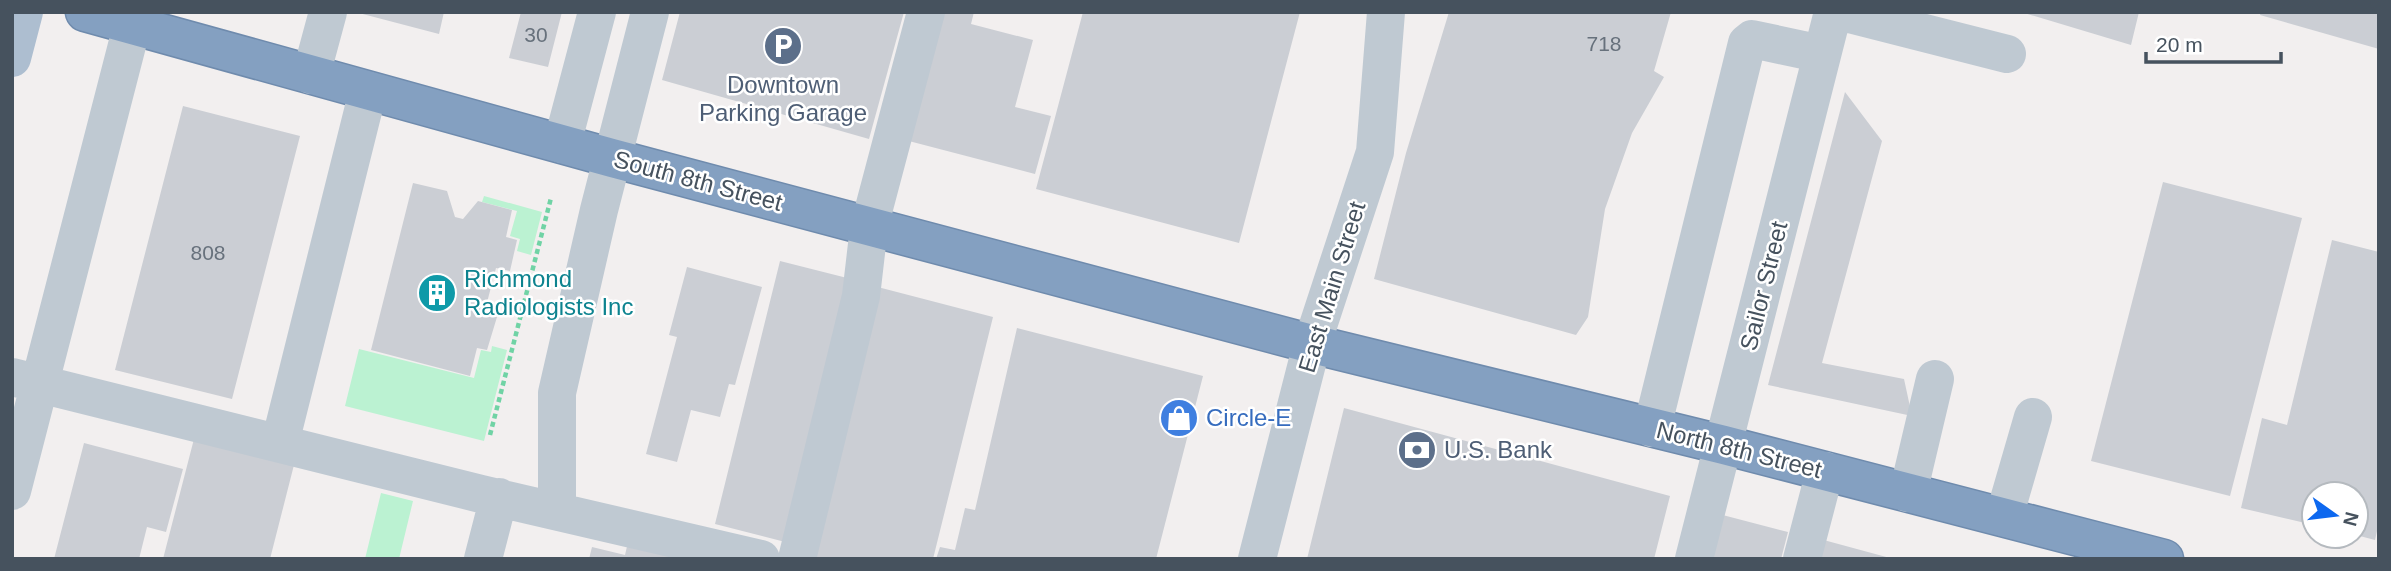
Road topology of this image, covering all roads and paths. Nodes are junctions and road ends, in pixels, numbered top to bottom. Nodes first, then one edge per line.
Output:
1 (24, 12) edge
2 (85, 12) edge
3 (328, 12) edge
4 (597, 12) edge
5 (650, 12) edge
6 (926, 12) edge
7 (1386, 12) edge
8 (1833, 12) edge
9 (1842, 12) edge
10 (178, 25) edge
11 (132, 26) junction
12 (1822, 54) junction
13 (2007, 54) dead end
14 (12, 58) edge
15 (311, 75) junction
16 (368, 91) junction
17 (562, 144) junction
18 (612, 158) junction
19 (551, 198) dead end
20 (869, 227) junction
21 (1312, 344) junction
22 (1934, 379) dead end
23 (26, 380) edge
24 (2033, 417) dead end
25 (1652, 428) junction
26 (490, 435) dead end
27 (279, 443) junction
28 (1724, 445) junction
29 (1825, 471) junction
30 (12, 491) edge
31 (1908, 493) junction
32 (499, 498) junction
33 (557, 511) junction
34 (2004, 517) junction
35 (483, 559) edge
36 (761, 559) edge
37 (797, 559) edge
38 (1257, 559) edge
39 (1694, 559) edge
40 (1802, 559) edge
41 (2164, 559) edge

1 - 14 main road
2 - 11 highway, South 8th Street
3 - 15 street
4 - 17 street
5 - 18 street
6 - 20 street
7 - 21 street, East Main Street
8 - 12 street, Sailor Street
9 - 13 street
10 - 11 highway, South 8th Street
10 - 15 highway, South 8th Street
11 - 23 street
12 - 25 street
12 - 28 street, Sailor Street
15 - 16 highway, South 8th Street
16 - 17 highway, South 8th Street
16 - 27 street
17 - 18 highway, South 8th Street
18 - 20 highway, South 8th Street
18 - 33 street
19 - 26 path
20 - 21 highway, South 8th Street
20 - 37 street
21 - 25 highway, North 8th Street
21 - 38 street, East Main Street
22 - 31 street
23 - 27 street
23 - 30 street
24 - 34 street
25 - 28 highway, North 8th Street
27 - 32 street
28 - 29 highway, North 8th Street
28 - 39 street, Sailor Street
29 - 31 highway, North 8th Street
29 - 40 street
31 - 34 highway, North 8th Street
32 - 33 street
32 - 35 street
33 - 36 street
34 - 41 highway, North 8th Street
────
> _Exercise details_
Every entry should come back exactly as written, only without images.

> _Task output_
Road topology of this image, covering all roads and paths. Nodes are junctions and road ends, in pixels, numbered top to bottom. Nodes first, then one edge per line.
Output:
1 (24, 12) edge
2 (85, 12) edge
3 (328, 12) edge
4 (597, 12) edge
5 (650, 12) edge
6 (926, 12) edge
7 (1386, 12) edge
8 (1833, 12) edge
9 (1842, 12) edge
10 (178, 25) edge
11 (132, 26) junction
12 (1822, 54) junction
13 (2007, 54) dead end
14 (12, 58) edge
15 (311, 75) junction
16 (368, 91) junction
17 (562, 144) junction
18 (612, 158) junction
19 (551, 198) dead end
20 (869, 227) junction
21 (1312, 344) junction
22 (1934, 379) dead end
23 (26, 380) edge
24 (2033, 417) dead end
25 (1652, 428) junction
26 (490, 435) dead end
27 (279, 443) junction
28 (1724, 445) junction
29 (1825, 471) junction
30 (12, 491) edge
31 (1908, 493) junction
32 (499, 498) junction
33 (557, 511) junction
34 (2004, 517) junction
35 (483, 559) edge
36 (761, 559) edge
37 (797, 559) edge
38 (1257, 559) edge
39 (1694, 559) edge
40 (1802, 559) edge
41 (2164, 559) edge

1 - 14 main road
2 - 11 highway, South 8th Street
3 - 15 street
4 - 17 street
5 - 18 street
6 - 20 street
7 - 21 street, East Main Street
8 - 12 street, Sailor Street
9 - 13 street
10 - 11 highway, South 8th Street
10 - 15 highway, South 8th Street
11 - 23 street
12 - 25 street
12 - 28 street, Sailor Street
15 - 16 highway, South 8th Street
16 - 17 highway, South 8th Street
16 - 27 street
17 - 18 highway, South 8th Street
18 - 20 highway, South 8th Street
18 - 33 street
19 - 26 path
20 - 21 highway, South 8th Street
20 - 37 street
21 - 25 highway, North 8th Street
21 - 38 street, East Main Street
22 - 31 street
23 - 27 street
23 - 30 street
24 - 34 street
25 - 28 highway, North 8th Street
27 - 32 street
28 - 29 highway, North 8th Street
28 - 39 street, Sailor Street
29 - 31 highway, North 8th Street
29 - 40 street
31 - 34 highway, North 8th Street
32 - 33 street
32 - 35 street
33 - 36 street
34 - 41 highway, North 8th Street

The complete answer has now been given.